ABD derin devleti Pentagon, bir taraftan devleti Rothschildların kontrolünden kurtarmaya çalışırken, diğer taraftan karşısına dikilen Çin-İngiltere-Hindistan ve Rothschild cephesiyle mücadele etmektedir. ABD’nin Ortadoğu’daki hedeflerine de, küresel hedeflerine de ulaşabilmesi, Türkiye’nin hangi safta yer alacağına bağlıdır. Burada yalnızca Türkiye’nin değil, Türkiyeyi yanında görmek isteyenlerin gücü önemlidir. Türkiye akıllı bir denge politikası uygulayabildiğinde, safında yer alacağı ülkelerin gücünden de yararlanmış olacaktır. Şu aşamada Türkiye, her ülkenin yanında görmek istediği bir ülkedir. Irak’ın işgali sonrasında ABD’nin Türkiye’yi hedef alan ve dostlukla asla bağdaşmayan girişimleri, Türkiye’yi kontrolü altında tutabilme arzusundan kaynaklanmaktadır. 

BM, ABD ve AB yaptırım kararlarına rağmen, İran’ın petrol ticaretine aracılık eden bakanların, banka müdürlerinin yargılanmamaları “yolsuzlukların aklanması” olarak değerlendirilmişti. Yolsuzluk iddialarının vatandaş vicdanında da aklanmaları önemlidir. Fakat, Bu arada ABD’nin araya girmesi, eski Ekonomi Bakanı ve bazı banka yöneticileri hakkında tutuklama kararı çıkarması, hedefin birkaç siyasetçi ve bürokrat olmadığını, hedefin doğrudan Türkiye olduğunu bütün çıplaklığı ile ortaya koymuştur. ABD’nin Türkiye’nin bakanları ve bazı banka yöneticileri hakkında tutuklama kararı siyasi bir karardır; arkasında küresel aktörler vardır. Bu adımlar, Türkiye’yi dünya kamuoyu önünde yargılamak, konuyu uluslararası arenaya taşımaktır. 
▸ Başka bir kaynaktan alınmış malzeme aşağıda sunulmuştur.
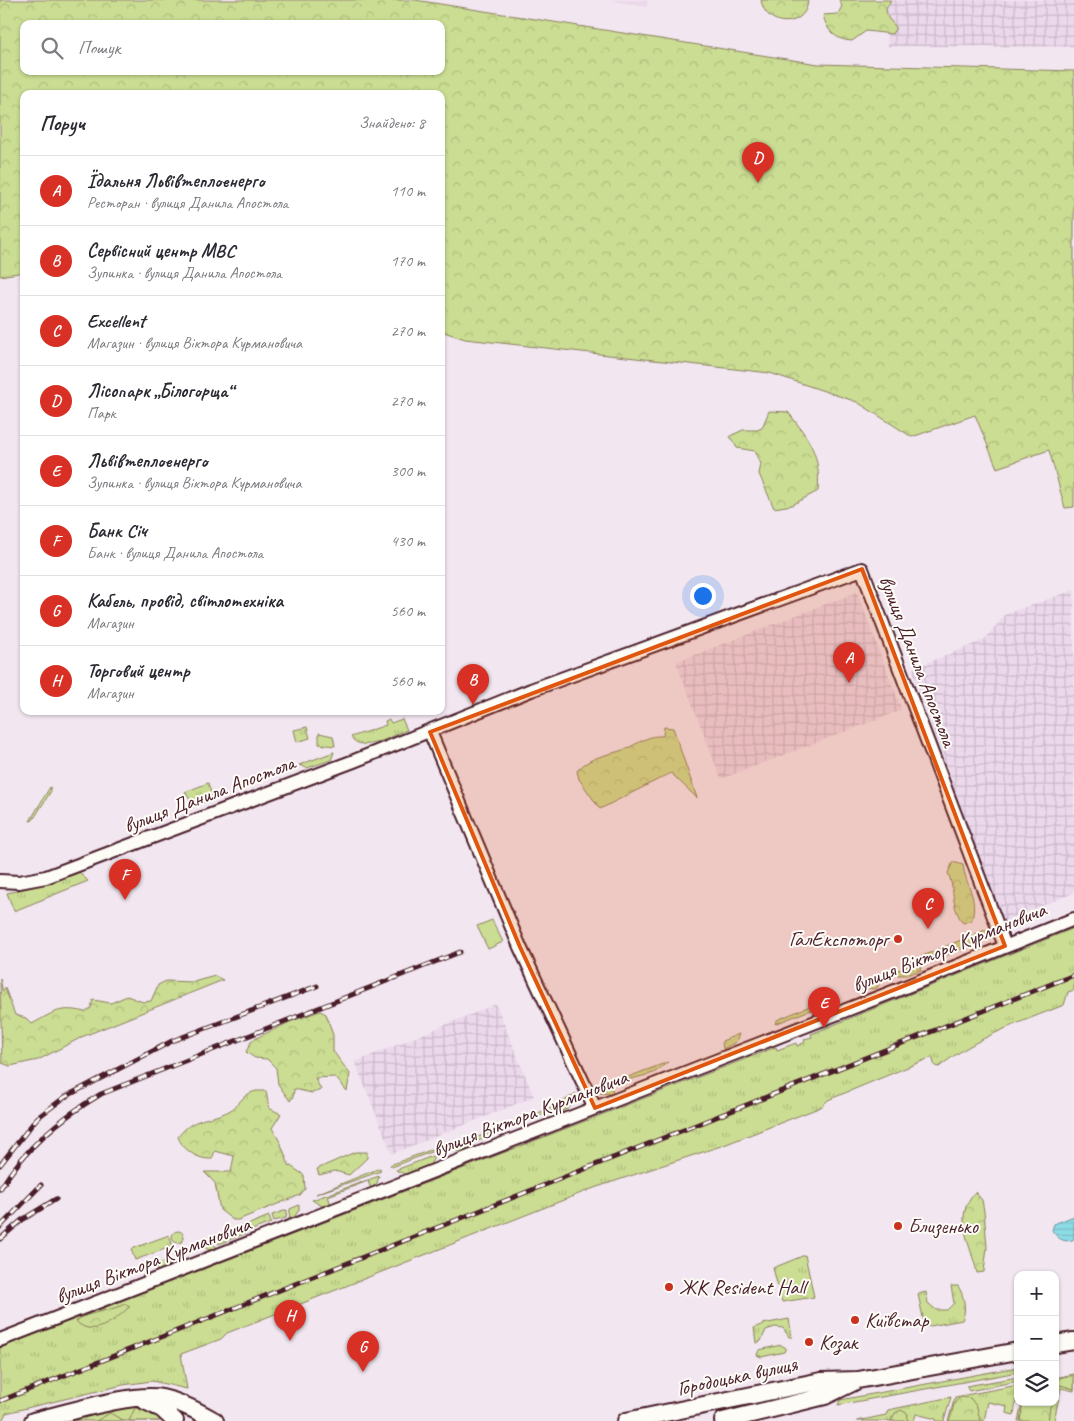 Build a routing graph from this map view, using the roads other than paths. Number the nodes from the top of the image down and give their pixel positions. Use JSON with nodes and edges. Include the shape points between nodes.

Dikkat! Eski Ekonomi Bakanı Zafer Çağlayan’ın tutuklama kararına uzanan Reza Sarraf davasıyla ilgili en önemli ayrıntı, ilgili mahkemenin davayı “Uluslararası Acil Ekonomik Güçler Yasası”yla ilişkilendirmesi. Bu yasa ABD Başkanı’na, “ulusal güvenliğine ve dış politikasına yönelik sıra dışı ve olağanüstü tehditlerin üstesinden gelme” yetkisi veriyor. 
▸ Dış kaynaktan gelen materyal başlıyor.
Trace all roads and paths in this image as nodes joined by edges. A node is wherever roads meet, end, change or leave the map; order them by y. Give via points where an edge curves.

Türkiye’nin, İran’ın petrol ve doğalgaz alacaklarını dolar dışında bir para birimi ya da altınla tahsil etmesine Halkbank gibi küresel çapta iş gören bankalarıyla aracılık etmesi, Washington tarafından, “İran’a uygulanan yaptırım kararlarının delinmesi” ve “ABD’nin ulusal çıkarlarını hedef alan bir hareket” olarak yorumlandı ve not edildi. 
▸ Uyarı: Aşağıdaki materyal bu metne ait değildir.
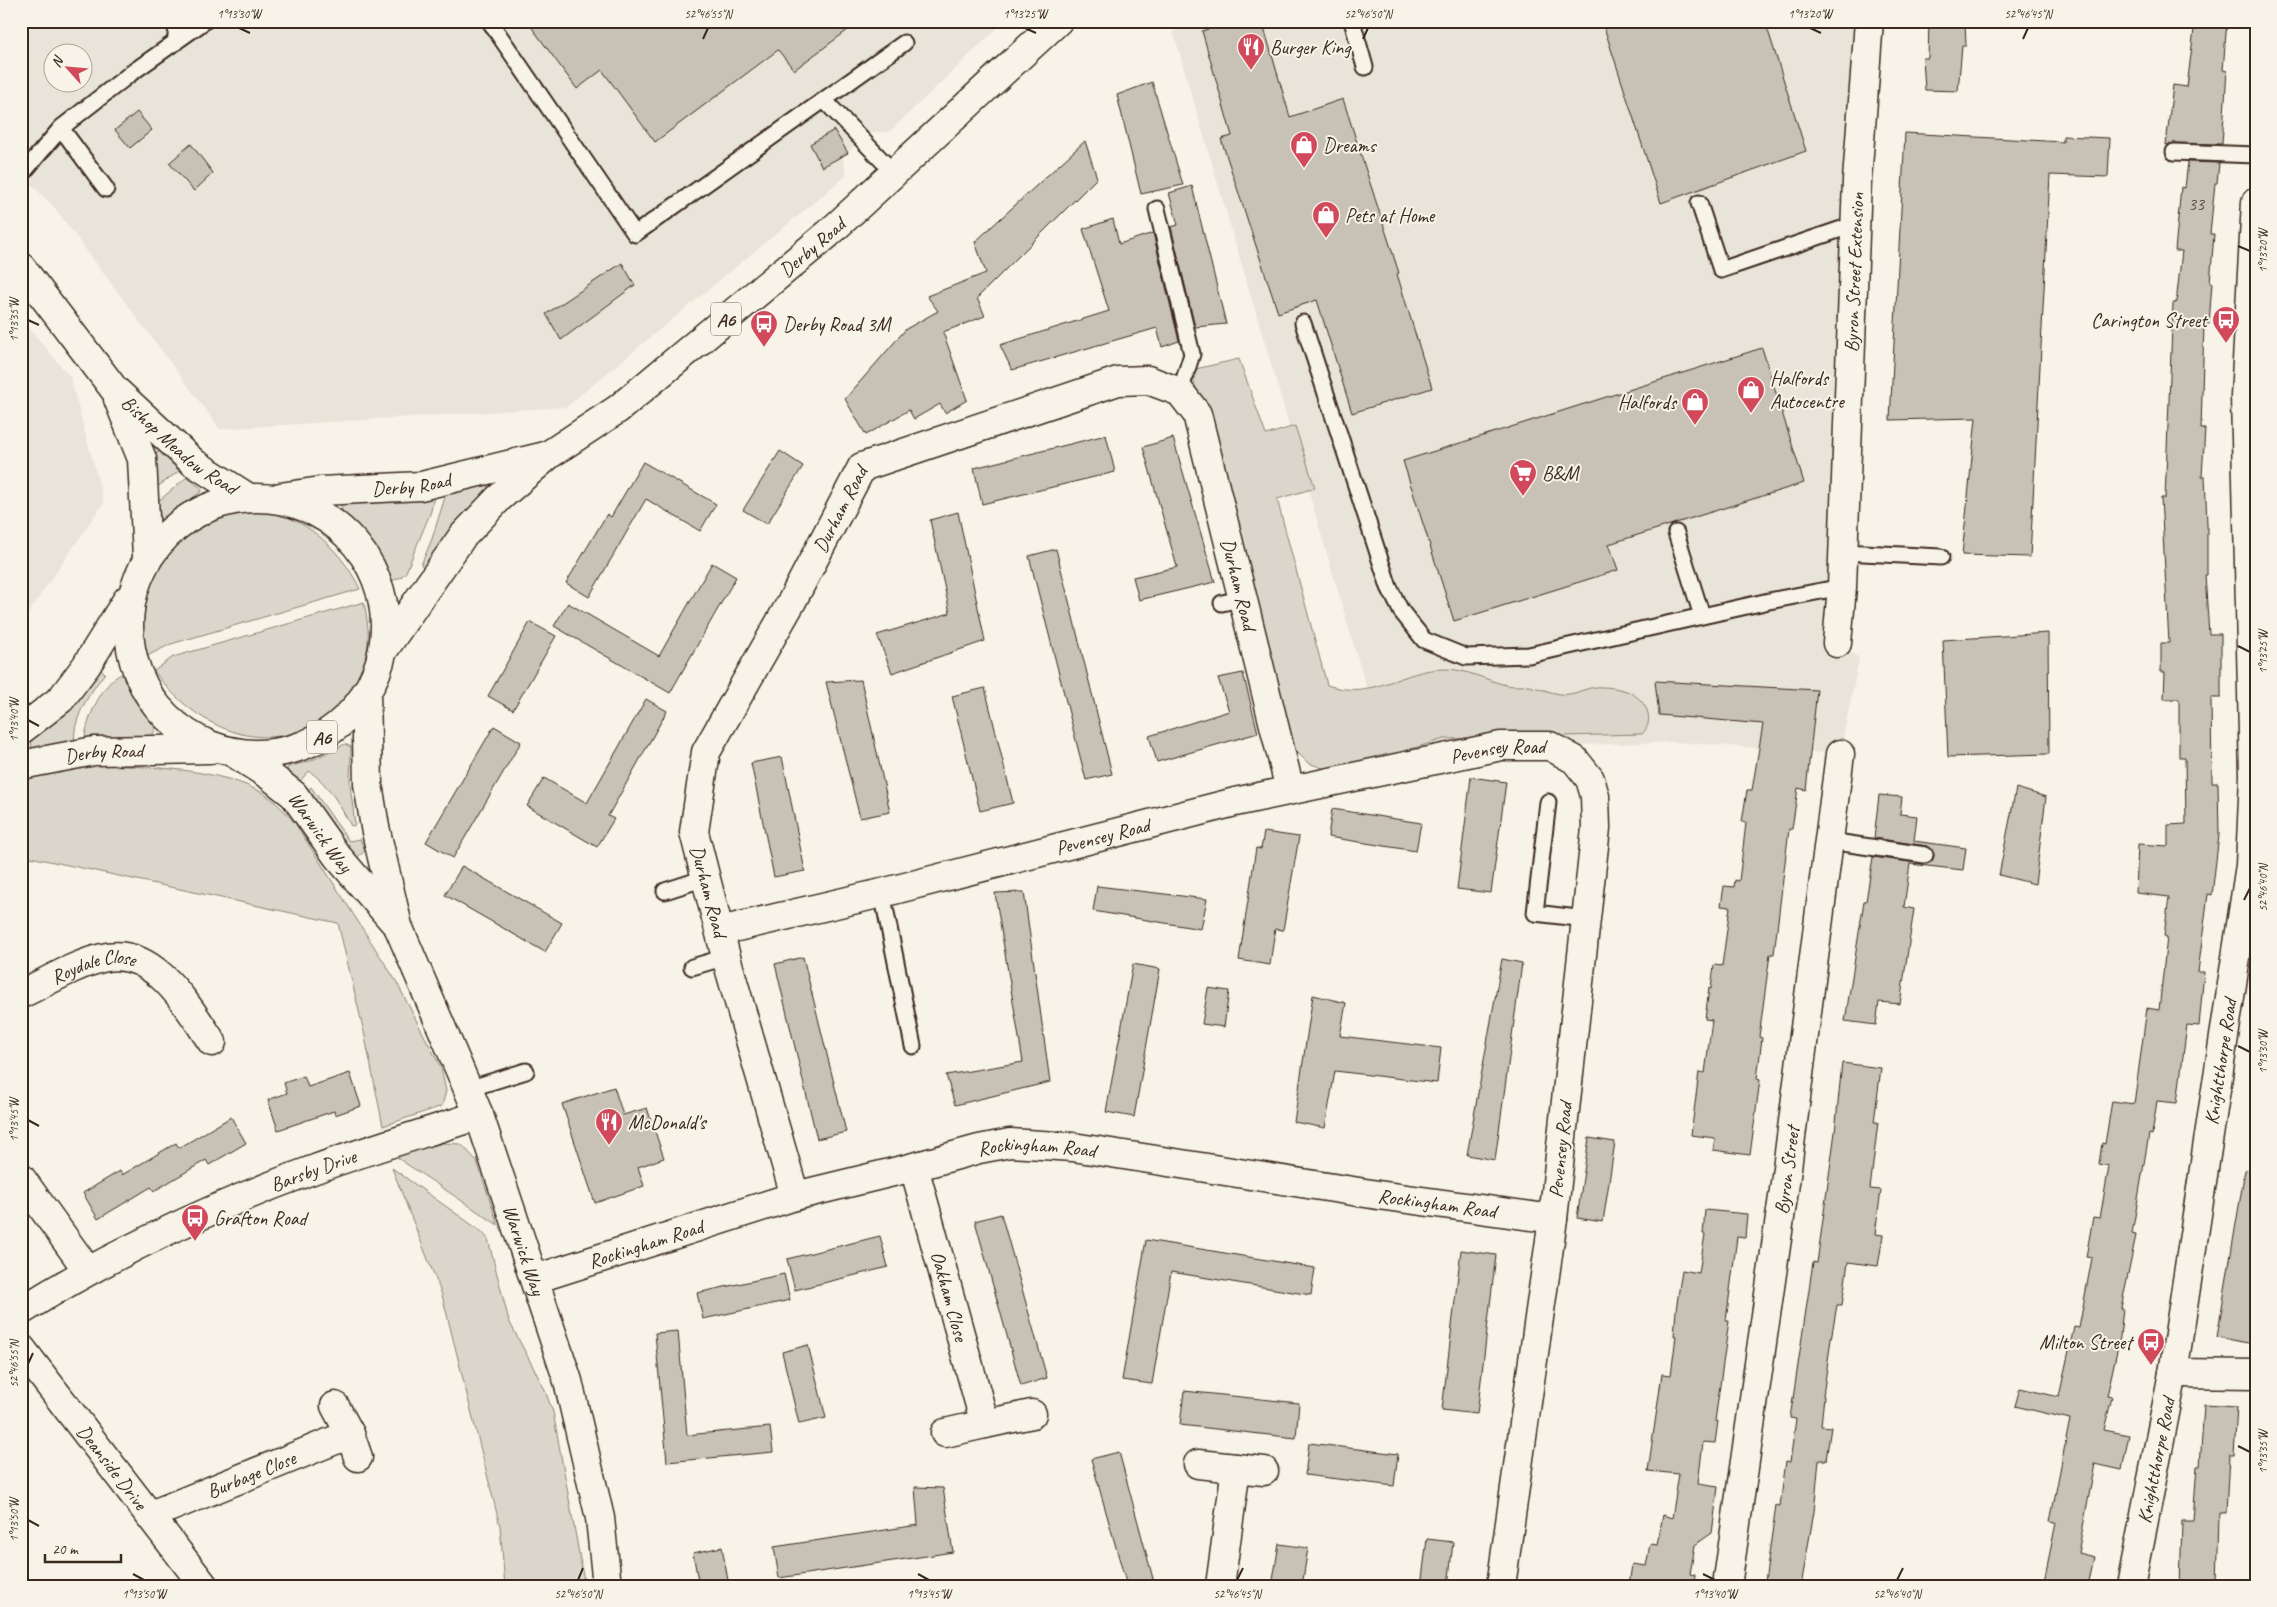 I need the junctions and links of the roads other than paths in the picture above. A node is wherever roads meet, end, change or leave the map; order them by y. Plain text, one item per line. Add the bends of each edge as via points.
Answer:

ABD, Zafer Çağlayanı rüşvet almaktan ya da yolsuzluktan yargılamıyor, BM kararlarını hiçe sayarak ambargoyu delen bir terörist devlet olarak sunulmak isteniyor. Böylece, dünya kamuoyu önünde teröre destek veren devlet ilan edilecek olan Türkiye’nin haklı şikayetleri ciddiye alınmayacak

ABD Hazine Bakanlığı’nın “Terörün Finansmanı ve Finansal Suçlardan Sorumlu Bakan Yardımcısı Daniel Closer başkanlığında bir ekip, Türkiye başta olmak üzere, İran’ın petrol ticaretine aracılık etmekle suçlanan bazı ülkeleri ziyaret etmiş ve bu ülkelerin bankacılık ve finans sektörü temsilcilerine, “Amerika’nın bu konuda ne ölçüde duyarlı ve kararlı olduğunu” anlatmıştı. 

2002’de 3 milyar dolar olan ticaret hacminin 2010 yılında 11 milyar dolara yükselmesi üzerine ABD Hazine Bakanlığı Terör ve Finansal İstihbarat Müsteşarı Davit Cohen Türkiye’ye gelmiş ve ABD’nin İran konusundaki duyarlılığını daha net bir dille seslendirmişti.  Cohen, İran ile ticari ilişkilerimizi bütünüyle kesmemiz gerektiğini söylüyordu. Çünkü, transferine aracılık ettiğimiz paralar, İran’ın ısrarla sürdürdüğü “nükleer araştırma geliştirme programında” kullanılıyordu.